[TASK INPUTS — start]

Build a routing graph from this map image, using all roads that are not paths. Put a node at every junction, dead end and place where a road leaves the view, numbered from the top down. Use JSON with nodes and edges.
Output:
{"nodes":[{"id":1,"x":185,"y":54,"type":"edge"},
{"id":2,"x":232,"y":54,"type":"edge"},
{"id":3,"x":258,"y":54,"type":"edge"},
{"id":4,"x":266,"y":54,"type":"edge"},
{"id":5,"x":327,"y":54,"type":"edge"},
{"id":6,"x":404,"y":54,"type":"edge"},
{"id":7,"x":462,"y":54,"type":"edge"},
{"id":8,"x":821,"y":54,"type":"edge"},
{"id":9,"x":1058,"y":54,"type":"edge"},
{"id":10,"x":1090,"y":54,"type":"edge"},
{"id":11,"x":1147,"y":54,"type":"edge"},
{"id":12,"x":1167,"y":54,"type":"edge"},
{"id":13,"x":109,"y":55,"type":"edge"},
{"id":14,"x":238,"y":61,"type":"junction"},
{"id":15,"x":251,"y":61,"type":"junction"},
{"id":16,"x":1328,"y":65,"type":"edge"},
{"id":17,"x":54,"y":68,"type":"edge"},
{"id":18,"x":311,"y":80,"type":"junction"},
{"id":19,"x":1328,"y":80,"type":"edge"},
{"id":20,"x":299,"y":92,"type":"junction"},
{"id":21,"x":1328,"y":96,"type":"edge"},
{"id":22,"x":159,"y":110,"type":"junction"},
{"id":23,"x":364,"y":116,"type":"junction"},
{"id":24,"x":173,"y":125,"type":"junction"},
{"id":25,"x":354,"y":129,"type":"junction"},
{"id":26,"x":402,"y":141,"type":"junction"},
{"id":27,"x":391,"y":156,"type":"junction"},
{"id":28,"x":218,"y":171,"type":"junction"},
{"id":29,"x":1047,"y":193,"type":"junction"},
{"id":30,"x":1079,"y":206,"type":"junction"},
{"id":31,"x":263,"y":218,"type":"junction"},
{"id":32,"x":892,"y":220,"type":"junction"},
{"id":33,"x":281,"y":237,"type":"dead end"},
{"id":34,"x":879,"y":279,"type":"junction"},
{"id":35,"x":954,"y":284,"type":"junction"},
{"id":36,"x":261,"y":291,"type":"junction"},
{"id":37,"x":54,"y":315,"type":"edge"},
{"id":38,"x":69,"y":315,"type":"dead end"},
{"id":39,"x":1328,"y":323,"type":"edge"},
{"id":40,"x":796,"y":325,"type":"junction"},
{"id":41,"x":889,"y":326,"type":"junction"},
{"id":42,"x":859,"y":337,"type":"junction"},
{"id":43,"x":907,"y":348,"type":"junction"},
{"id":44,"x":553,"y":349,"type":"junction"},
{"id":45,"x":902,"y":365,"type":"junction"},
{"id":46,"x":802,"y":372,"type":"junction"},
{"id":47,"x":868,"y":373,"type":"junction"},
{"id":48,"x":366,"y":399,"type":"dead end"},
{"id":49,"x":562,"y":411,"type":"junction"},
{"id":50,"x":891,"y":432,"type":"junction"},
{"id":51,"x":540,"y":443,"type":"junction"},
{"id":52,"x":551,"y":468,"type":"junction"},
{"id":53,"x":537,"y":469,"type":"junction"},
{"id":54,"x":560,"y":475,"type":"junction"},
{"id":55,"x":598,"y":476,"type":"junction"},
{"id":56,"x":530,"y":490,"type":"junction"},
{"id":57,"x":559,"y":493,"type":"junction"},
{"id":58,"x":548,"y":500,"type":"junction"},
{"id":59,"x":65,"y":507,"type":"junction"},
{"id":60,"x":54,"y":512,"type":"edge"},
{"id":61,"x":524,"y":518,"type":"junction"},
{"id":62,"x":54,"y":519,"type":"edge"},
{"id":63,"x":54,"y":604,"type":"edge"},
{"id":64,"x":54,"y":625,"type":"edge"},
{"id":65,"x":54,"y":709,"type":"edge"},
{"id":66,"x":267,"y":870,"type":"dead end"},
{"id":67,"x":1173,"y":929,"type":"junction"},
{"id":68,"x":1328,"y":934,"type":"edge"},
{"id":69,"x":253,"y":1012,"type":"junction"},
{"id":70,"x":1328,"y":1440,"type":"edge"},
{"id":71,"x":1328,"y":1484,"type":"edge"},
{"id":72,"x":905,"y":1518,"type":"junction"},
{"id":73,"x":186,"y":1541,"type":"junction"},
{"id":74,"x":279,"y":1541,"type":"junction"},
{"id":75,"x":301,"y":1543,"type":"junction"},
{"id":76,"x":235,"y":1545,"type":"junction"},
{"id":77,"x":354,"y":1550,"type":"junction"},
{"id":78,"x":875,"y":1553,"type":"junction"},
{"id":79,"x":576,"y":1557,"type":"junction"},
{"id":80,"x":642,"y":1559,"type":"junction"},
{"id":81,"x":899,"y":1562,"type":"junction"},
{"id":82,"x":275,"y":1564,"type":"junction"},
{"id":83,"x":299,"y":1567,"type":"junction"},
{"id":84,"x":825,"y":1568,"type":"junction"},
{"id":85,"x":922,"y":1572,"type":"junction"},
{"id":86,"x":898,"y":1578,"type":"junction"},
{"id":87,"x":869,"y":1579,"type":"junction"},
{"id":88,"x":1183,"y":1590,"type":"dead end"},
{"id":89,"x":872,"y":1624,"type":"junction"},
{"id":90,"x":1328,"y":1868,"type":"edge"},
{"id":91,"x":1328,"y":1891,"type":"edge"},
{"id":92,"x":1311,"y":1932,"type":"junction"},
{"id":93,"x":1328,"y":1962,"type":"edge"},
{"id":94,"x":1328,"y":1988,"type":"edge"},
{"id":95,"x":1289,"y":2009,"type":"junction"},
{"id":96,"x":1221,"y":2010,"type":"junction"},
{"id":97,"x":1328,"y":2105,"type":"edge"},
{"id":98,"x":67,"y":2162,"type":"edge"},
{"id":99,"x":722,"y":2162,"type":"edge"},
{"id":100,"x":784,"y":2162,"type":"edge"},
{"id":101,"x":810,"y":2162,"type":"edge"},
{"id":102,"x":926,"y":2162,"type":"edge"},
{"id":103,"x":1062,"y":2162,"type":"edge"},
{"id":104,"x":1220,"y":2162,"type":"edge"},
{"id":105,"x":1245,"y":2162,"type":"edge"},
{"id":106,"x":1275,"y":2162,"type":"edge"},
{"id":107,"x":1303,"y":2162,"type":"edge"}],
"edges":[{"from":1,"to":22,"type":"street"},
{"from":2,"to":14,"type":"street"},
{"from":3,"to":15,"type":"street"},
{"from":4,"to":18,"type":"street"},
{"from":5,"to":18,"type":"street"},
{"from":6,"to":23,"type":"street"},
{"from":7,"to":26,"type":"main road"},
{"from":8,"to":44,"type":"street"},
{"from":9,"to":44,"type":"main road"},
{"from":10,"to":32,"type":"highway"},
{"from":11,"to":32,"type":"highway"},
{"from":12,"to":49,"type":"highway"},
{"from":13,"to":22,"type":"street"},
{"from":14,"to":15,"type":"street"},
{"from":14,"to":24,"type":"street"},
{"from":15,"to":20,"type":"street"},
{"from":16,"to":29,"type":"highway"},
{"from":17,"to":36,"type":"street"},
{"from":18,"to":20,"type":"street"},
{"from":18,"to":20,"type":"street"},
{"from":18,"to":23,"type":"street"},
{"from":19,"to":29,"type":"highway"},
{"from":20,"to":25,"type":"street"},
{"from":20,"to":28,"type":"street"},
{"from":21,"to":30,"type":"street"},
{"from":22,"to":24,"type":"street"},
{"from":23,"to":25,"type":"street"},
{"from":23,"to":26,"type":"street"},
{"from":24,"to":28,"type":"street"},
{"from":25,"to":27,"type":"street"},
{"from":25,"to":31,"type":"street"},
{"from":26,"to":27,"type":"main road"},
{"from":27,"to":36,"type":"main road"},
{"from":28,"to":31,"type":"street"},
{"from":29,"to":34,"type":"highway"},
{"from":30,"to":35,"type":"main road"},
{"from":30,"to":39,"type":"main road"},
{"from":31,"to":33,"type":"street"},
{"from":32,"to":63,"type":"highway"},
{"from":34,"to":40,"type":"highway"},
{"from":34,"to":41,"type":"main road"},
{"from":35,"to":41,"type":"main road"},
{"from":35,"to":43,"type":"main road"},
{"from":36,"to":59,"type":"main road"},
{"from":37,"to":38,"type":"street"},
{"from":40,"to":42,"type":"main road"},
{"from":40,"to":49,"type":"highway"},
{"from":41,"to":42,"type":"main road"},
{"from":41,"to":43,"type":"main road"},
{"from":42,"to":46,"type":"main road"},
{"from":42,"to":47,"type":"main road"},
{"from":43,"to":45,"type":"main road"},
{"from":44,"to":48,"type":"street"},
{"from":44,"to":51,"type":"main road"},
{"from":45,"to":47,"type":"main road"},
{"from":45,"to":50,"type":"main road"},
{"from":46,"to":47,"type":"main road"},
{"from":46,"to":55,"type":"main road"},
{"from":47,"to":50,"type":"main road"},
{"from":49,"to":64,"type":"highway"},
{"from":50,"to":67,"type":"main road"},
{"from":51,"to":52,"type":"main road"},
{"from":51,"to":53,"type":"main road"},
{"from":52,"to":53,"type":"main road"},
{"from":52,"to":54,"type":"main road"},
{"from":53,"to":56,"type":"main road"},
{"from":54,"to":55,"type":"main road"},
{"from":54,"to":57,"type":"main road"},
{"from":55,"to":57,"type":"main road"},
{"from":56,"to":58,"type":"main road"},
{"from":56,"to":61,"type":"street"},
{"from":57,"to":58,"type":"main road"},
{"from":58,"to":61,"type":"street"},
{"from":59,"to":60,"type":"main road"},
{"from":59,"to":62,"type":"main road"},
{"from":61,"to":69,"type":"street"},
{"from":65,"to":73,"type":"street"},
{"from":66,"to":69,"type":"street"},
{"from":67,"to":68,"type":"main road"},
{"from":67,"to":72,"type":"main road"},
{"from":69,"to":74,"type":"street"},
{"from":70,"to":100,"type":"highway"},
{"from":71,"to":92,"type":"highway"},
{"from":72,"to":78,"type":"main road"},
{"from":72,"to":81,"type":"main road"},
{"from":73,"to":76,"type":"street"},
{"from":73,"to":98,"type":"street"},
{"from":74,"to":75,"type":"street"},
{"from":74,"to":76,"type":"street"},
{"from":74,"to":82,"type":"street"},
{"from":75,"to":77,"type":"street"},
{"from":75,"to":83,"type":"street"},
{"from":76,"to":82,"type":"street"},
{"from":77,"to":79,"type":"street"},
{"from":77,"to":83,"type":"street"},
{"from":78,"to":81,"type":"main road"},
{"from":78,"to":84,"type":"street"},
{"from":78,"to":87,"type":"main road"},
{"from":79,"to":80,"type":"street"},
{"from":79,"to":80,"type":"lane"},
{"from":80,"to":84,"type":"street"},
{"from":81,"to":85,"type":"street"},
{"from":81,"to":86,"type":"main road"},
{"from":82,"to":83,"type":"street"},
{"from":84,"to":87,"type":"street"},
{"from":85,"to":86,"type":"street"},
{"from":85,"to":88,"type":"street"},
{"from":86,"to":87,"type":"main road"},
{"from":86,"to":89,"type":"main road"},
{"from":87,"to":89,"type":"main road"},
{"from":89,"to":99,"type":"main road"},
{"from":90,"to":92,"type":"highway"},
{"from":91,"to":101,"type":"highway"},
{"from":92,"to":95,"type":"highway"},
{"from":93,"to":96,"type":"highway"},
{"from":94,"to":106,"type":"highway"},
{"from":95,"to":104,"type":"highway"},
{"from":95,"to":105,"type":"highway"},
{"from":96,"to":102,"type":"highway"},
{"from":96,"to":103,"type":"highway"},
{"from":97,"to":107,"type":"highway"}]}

[TASK INPUTS — finish]

**TASK DETAILS**
From the records above, copy each line where the word "nodes" can be found.

**SOLUTION FOR THIS EXERCISE**
Build a routing graph from this map image, using all roads that are not paths. Put a node at every junction, dead end and place where a road leaves the view, numbered from the top down. Use JSON with nodes and edges.
{"nodes":[{"id":1,"x":185,"y":54,"type":"edge"},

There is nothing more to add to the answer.